The word "dead" appears in some lines of the entries. Say how many, and give nothing but the number.

Available data below:

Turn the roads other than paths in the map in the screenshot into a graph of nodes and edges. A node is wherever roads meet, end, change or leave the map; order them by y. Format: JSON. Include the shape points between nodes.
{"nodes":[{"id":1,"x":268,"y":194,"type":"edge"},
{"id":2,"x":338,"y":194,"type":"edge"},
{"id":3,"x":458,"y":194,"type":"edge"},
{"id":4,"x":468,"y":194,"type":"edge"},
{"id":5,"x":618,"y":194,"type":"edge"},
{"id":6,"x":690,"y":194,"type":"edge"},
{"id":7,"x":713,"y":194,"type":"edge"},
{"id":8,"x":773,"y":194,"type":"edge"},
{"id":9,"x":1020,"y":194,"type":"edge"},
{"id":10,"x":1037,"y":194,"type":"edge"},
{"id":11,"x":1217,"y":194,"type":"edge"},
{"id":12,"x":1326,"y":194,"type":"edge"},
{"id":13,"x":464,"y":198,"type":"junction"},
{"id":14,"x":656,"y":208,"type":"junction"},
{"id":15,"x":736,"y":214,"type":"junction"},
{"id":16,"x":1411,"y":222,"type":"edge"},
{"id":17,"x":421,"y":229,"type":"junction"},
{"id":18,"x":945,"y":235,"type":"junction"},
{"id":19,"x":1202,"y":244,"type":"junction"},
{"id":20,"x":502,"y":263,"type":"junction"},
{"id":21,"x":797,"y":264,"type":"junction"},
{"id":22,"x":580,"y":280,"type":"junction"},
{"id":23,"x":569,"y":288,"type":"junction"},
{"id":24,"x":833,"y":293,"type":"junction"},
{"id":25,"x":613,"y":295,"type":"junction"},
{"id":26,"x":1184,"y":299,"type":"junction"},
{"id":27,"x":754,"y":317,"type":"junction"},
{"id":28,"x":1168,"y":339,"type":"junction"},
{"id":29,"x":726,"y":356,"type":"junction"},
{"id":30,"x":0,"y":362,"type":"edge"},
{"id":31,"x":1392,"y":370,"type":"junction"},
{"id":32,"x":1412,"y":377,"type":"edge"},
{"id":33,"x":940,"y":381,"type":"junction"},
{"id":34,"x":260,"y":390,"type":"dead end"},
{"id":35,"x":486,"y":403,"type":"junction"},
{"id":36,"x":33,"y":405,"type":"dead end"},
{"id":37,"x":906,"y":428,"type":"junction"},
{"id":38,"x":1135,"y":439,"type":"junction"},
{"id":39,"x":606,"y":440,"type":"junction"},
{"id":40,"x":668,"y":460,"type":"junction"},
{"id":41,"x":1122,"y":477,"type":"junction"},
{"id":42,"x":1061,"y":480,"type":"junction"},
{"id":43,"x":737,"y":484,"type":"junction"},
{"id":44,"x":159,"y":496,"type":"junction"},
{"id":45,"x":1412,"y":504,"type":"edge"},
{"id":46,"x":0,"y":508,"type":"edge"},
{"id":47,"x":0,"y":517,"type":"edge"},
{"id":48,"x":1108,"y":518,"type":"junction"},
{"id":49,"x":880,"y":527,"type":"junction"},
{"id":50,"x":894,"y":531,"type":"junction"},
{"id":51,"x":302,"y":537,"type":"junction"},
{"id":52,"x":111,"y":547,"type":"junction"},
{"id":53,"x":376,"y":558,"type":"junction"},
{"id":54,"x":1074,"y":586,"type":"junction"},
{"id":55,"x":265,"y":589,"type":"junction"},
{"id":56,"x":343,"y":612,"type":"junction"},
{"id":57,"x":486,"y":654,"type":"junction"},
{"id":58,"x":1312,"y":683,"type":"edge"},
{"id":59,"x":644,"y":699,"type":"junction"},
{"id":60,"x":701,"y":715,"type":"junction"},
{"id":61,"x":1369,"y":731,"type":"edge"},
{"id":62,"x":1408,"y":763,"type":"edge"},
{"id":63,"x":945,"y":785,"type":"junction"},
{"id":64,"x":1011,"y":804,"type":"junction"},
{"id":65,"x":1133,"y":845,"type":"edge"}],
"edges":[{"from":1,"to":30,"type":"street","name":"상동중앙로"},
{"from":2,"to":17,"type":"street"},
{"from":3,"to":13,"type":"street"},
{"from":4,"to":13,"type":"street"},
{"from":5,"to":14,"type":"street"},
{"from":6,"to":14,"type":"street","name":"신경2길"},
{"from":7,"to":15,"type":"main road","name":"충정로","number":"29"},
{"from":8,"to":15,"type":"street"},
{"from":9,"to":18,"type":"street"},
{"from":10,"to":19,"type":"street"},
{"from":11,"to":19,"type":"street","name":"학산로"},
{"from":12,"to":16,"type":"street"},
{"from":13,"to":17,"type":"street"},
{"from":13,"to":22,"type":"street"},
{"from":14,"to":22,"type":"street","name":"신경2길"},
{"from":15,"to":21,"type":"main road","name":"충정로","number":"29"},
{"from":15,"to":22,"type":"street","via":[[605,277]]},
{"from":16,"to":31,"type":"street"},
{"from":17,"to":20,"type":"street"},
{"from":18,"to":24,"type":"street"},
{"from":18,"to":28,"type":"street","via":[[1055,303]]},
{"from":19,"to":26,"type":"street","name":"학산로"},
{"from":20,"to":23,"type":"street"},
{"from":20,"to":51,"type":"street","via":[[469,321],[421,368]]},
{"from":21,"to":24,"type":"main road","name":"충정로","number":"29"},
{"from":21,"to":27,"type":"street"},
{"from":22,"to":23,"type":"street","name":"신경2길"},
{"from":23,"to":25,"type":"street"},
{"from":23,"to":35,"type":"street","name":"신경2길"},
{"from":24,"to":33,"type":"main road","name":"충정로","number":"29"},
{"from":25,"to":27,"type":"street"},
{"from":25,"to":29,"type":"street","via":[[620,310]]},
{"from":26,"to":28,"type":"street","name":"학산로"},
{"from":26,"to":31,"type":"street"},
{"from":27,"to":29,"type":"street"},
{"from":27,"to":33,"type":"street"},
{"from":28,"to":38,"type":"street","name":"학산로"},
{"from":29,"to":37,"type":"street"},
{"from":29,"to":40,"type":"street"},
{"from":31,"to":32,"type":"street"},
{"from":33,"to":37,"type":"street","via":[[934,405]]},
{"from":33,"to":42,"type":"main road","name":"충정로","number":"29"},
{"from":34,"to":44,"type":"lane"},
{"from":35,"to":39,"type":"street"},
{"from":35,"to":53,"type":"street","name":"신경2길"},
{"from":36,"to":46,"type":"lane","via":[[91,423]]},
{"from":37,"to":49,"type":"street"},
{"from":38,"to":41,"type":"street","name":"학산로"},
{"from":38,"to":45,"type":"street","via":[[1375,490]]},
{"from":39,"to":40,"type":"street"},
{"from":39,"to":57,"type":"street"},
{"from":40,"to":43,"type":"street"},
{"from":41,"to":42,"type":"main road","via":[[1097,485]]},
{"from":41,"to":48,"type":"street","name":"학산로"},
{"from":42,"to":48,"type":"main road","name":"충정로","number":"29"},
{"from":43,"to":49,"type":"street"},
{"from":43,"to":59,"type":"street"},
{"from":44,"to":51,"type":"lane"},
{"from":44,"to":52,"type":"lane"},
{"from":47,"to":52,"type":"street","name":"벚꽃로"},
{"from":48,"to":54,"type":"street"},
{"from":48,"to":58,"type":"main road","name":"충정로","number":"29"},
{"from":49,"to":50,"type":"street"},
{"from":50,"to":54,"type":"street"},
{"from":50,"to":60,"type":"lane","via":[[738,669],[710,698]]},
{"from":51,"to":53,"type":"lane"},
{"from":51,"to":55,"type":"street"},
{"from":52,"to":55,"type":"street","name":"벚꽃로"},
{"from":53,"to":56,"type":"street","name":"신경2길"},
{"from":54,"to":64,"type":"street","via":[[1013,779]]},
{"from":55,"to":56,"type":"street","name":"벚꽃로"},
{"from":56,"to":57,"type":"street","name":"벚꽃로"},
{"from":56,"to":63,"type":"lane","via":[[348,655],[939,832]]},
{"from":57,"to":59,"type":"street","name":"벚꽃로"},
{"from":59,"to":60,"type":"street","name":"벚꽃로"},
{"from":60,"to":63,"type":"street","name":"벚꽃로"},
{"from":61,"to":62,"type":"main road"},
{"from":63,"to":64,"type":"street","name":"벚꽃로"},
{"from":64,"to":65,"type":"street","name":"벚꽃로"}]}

End of Available data.

Exercise response → 2